A nurse taking a blood spot sample from a participant for a study in French Polynesia with Variant Bio and the Catholic Hospital Group of Lille. Moorea, July 2021. Photo credit: Tom Martienssen

At Variant Bio, we work with genomic and health data and samples from people around the world. Study participants naturally want to know what will happen to their data and samples once they are collected. While this is always addressed in detail during community consultation and through an informed consent process customized to the unique context of each study, we want to be widely transparent about the overarching principles surrounding how we handle data and samples across all projects. For this reason, we have made Variant Bio’s Data and Sample Governance Principles and Commitments publicly available via our website. This document was developed with input from advisors and community members. It outlines the ethical underpinnings of our approach to data and sample governance, as well as the related policies and practices we adopt in partnerships with local communities throughout the world.

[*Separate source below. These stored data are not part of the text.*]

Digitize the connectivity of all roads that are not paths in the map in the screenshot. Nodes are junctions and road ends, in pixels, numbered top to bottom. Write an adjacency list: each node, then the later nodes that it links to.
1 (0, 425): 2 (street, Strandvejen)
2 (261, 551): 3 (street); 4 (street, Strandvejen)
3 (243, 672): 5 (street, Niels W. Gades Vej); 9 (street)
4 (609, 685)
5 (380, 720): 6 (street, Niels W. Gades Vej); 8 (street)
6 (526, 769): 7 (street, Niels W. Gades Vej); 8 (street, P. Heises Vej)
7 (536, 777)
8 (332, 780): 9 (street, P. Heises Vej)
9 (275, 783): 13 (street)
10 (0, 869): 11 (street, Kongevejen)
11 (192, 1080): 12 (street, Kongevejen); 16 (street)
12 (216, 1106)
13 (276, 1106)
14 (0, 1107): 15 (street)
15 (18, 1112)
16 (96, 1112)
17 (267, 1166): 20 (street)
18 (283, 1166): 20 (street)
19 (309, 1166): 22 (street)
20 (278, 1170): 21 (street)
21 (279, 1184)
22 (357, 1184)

Our commitments, copied here for ease of reference, are as follow:

1. We will always ensure that research is reviewed by all relevant ethics committees, such as institutional review boards, and conducted in accordance with approved protocols.
2. We will only collect data and samples from participants who have provided written informed consent and who meet the study’s inclusion/exclusion criteria.

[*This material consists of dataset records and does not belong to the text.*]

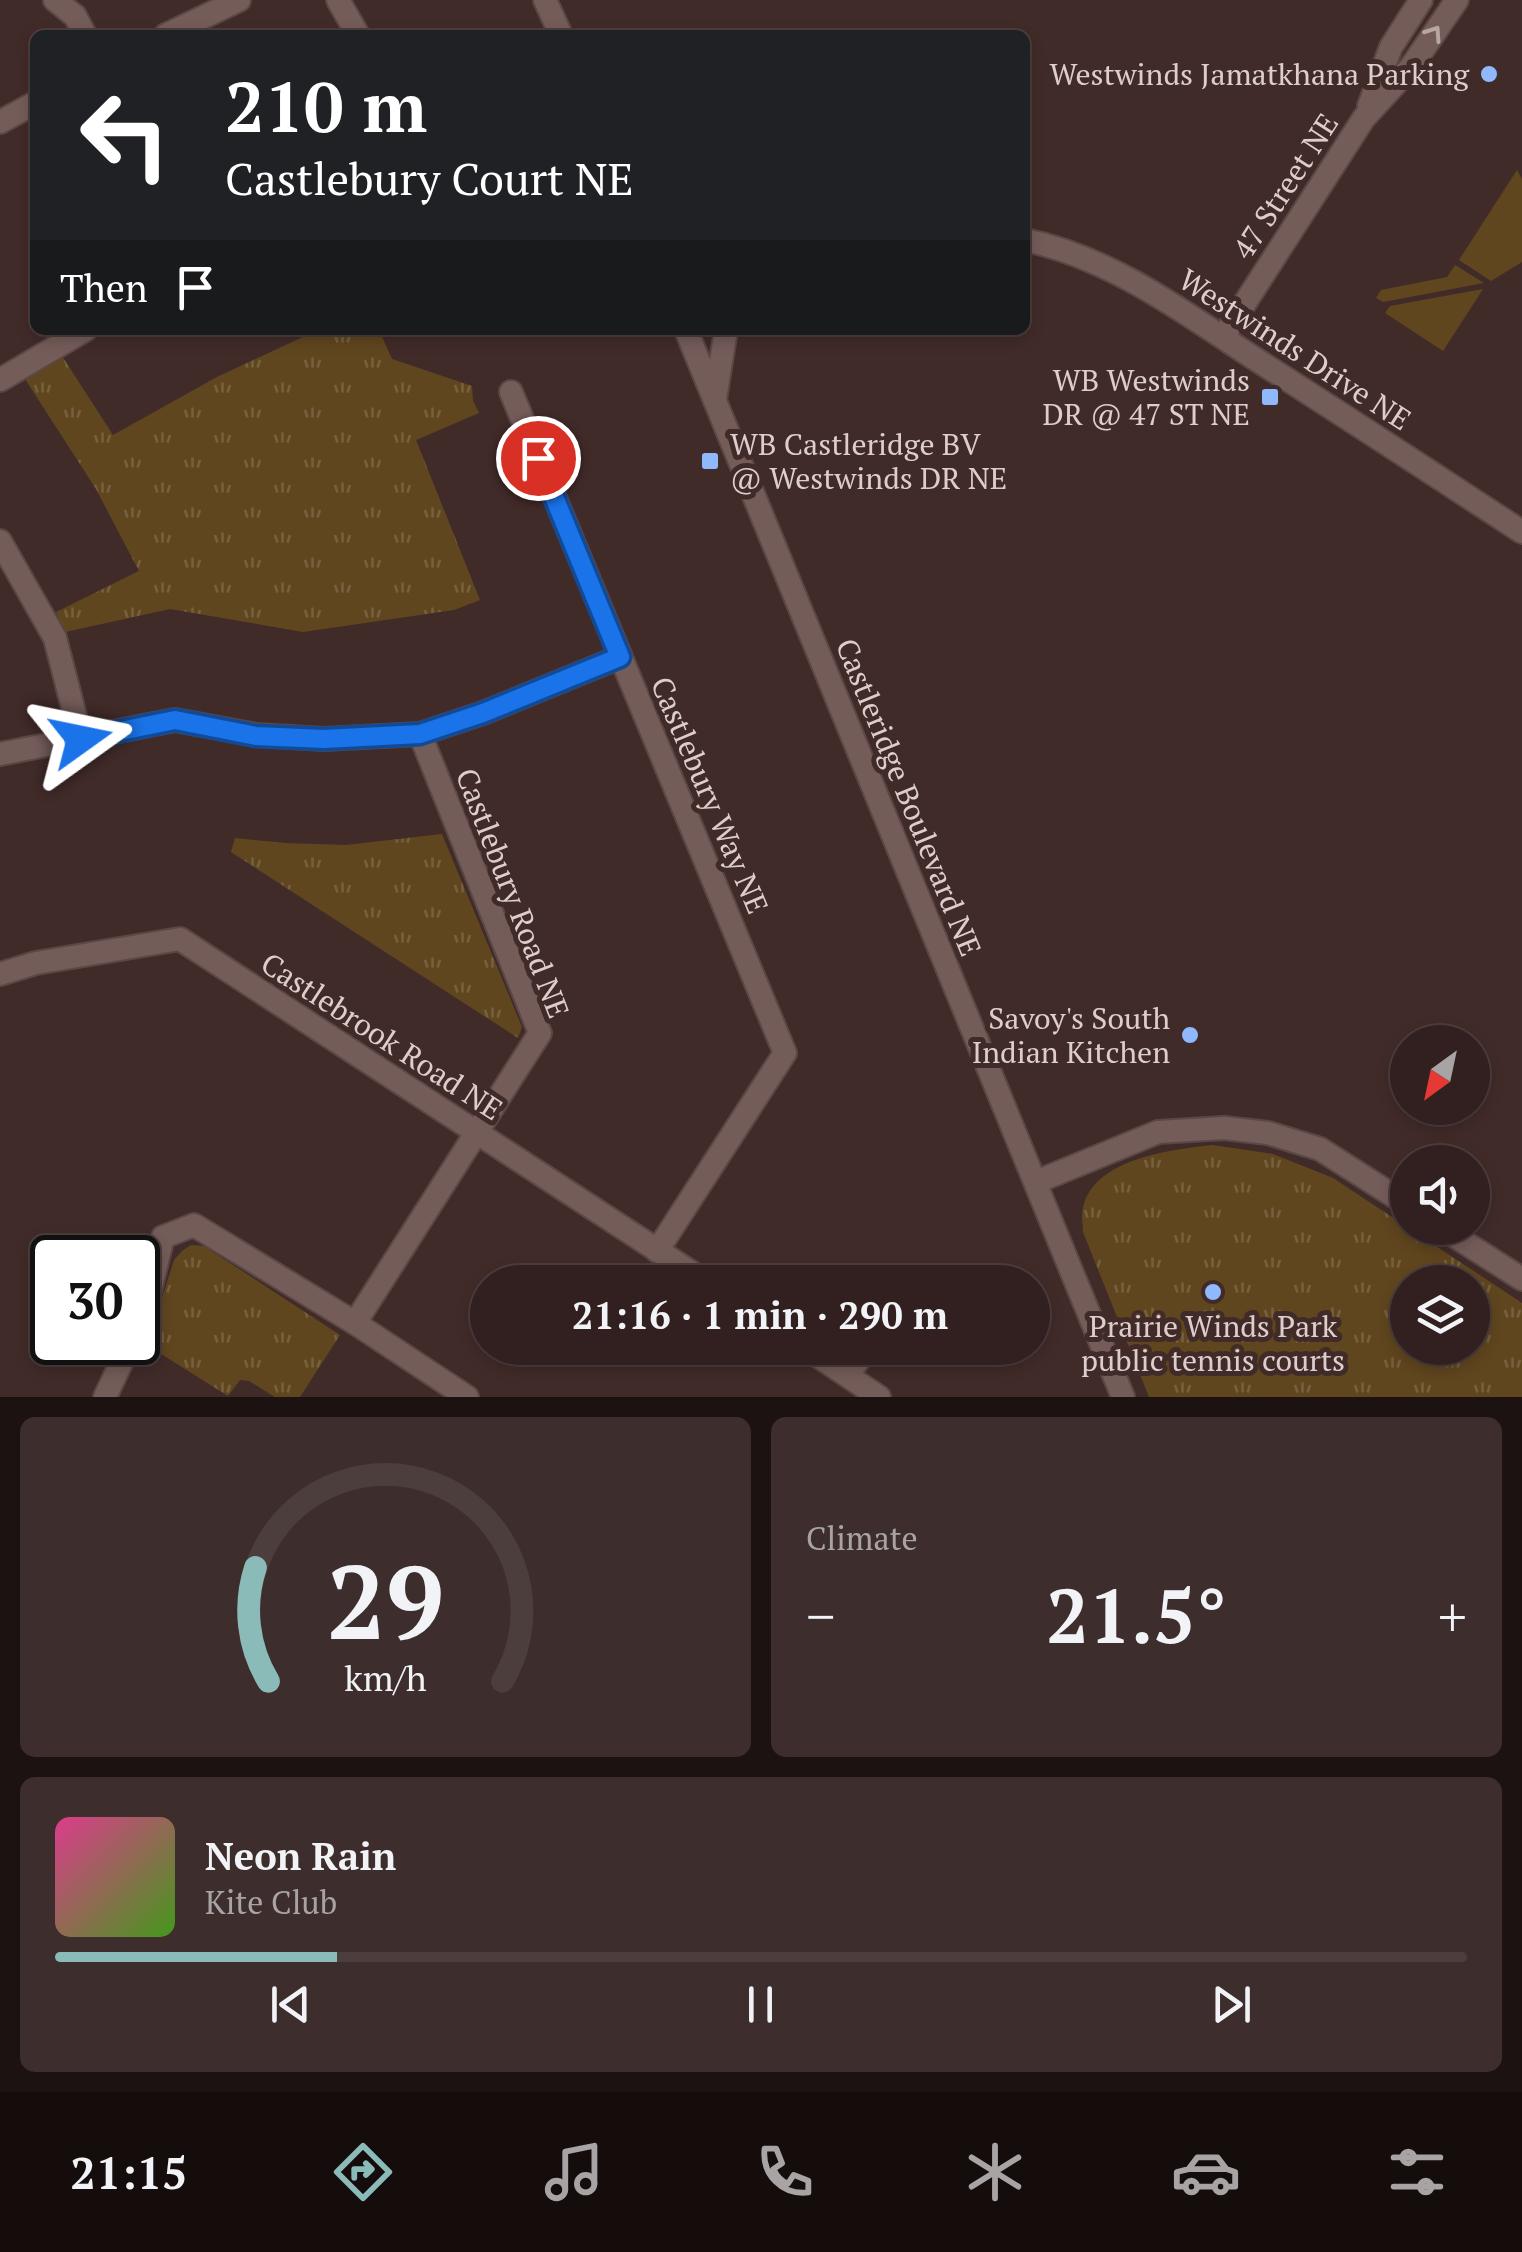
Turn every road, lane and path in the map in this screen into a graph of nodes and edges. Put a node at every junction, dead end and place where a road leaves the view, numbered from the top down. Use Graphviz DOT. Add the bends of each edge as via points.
graph roads {
  1 [pos="55,0"];
  2 [pos="239,0"];
  3 [pos="338,0"];
  4 [pos="545,0"];
  5 [pos="1421,0"];
  6 [pos="1457,0"];
  7 [pos="82,30"];
  8 [pos="176,30"];
  9 [pos="355,30"];
  10 [pos="559,30"];
  11 [pos="30,106"];
  12 [pos="1364,118"];
  13 [pos="0,122"];
  14 [pos="1030,241"];
  15 [pos="76,335"];
  16 [pos="688,335"];
  17 [pos="725,335"];
  18 [pos="1223,338"];
  19 [pos="0,380"];
  20 [pos="510,392"];
  21 [pos="714,402"];
  22 [pos="1522,532"];
  23 [pos="0,540"];
  24 [pos="620,657"];
  25 [pos="420,734"];
  26 [pos="81,739"];
  27 [pos="0,754"];
  28 [pos="0,974"];
  29 [pos="475,1132"];
  30 [pos="1036,1182"];
  31 [pos="1390,1194"];
  32 [pos="1468,1245"];
  33 [pos="160,1249"];
  34 [pos="658,1251"];
  35 [pos="680,1265"];
  36 [pos="1522,1280"];
  37 [pos="355,1323"];
  38 [pos="120,1365"];
  39 [pos="832,1365"];
  40 [pos="855,1365"];
  41 [pos="848,1375"];
  42 [pos="105,1397"];
  43 [pos="467,1397"];
  44 [pos="879,1397"];
  45 [pos="1123,1397"];
  1 -- 7 [label="street"];
  2 -- 8 [label="street"];
  3 -- 9 [label="street"];
  4 -- 10 [label="street"];
  5 -- 12 [label="street, 47 Street NE" via="1391,47"];
  12 -- 6 [label="street, 47 Street NE, one-way" via="1411,67"];
  11 -- 13 [label="street"];
  12 -- 18 [label="street, 47 Street NE"];
  14 -- 18 [label="street, Westwinds Drive NE" via="1112,270"];
  15 -- 19 [label="street"];
  16 -- 21 [label="street, Castleridge Boulevard NE"];
  17 -- 21 [label="street"];
  18 -- 22 [label="street, Westwinds Drive NE"];
  20 -- 24 [label="street"];
  21 -- 30 [label="street, Castleridge Boulevard NE"];
  23 -- 26 [label="street" via="55,638"];
  24 -- 25 [label="street, Castlebury Way NE"];
  24 -- 34 [label="street, Castlebury Way NE" via="785,1053"];
  25 -- 26 [label="street, Castlebury Way NE" via="256,736 175,720"];
  25 -- 29 [label="street, Castlebury Road NE" via="540,1033"];
  26 -- 27 [label="street, Castlebury Way NE"];
  28 -- 29 [label="street, Castlebrook Road NE" via="180,940"];
  29 -- 34 [label="street, Castlebrook Road NE"];
  29 -- 37 [label="street, Castlebury Road NE"];
  30 -- 31 [label="street" via="1158,1132 1224,1128 1268,1132 1320,1149"];
  30 -- 45 [label="street, Castleridge Boulevard NE"];
  32 -- 36 [label="street"];
  33 -- 37 [label="street" via="163,1236 194,1225"];
  34 -- 35 [label="street, Castlebrook Road NE"];
  37 -- 43 [label="street"];
  38 -- 42 [label="street"];
  39 -- 41 [label="street"];
  40 -- 41 [label="street"];
  41 -- 44 [label="street"];
}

3. We will only use samples and analyze the data in a way that is consistent with the informed consent and study goals as conveyed to community members and participants.
4. We will always require that study participants’ identifying information be removed before it is shared with us (data must be anonymized or pseudonymized).
5. We will delete individual level data if requested by a study participant (data that has contributed to an analysis or publication at the time of such request will not be able to be removed from such analysis or publication).
6. We will dispose of or return samples in accordance with ethical approvals, informed consent, and community wishes.
7. We will not sell individual-level data or samples to third parties and will obligate partners to the same commitment.
8. We will not share individual-level data or samples with anyone outside the study, including researchers, governments, or commercial entities, other than service providers and collaborators who are obligated to the same commitment.
9. We will ensure that, whenever possible, local research partners maintain custodianship over data and samples.
10. We will comply with applicable laws and regulations for research broadly and data/sample storage, sharing, and custodianship specifically.
11. We will learn about, seek to understand, and consider community customs, practices, and preferences for research broadly and data/sample storage, sharing, and custodianship specifically (e.g., we will return samples for ceremonial disposal where requested).
12. We will treat all data and samples with respect and ensure that our access, analysis, sharing, and publishing approaches are culturally appropriate and supported by participating communities.
13. We will share population-level findings with participating communities as a standard operational procedure.
14. We will store all health, genetic, and other study data in accordance with privacy and security best practices designed to reduce the risk of unauthorized use or access to the data.
15. We will plan and institute our research agreements so as to sustain data and sample governance commitments in the event the company is acquired.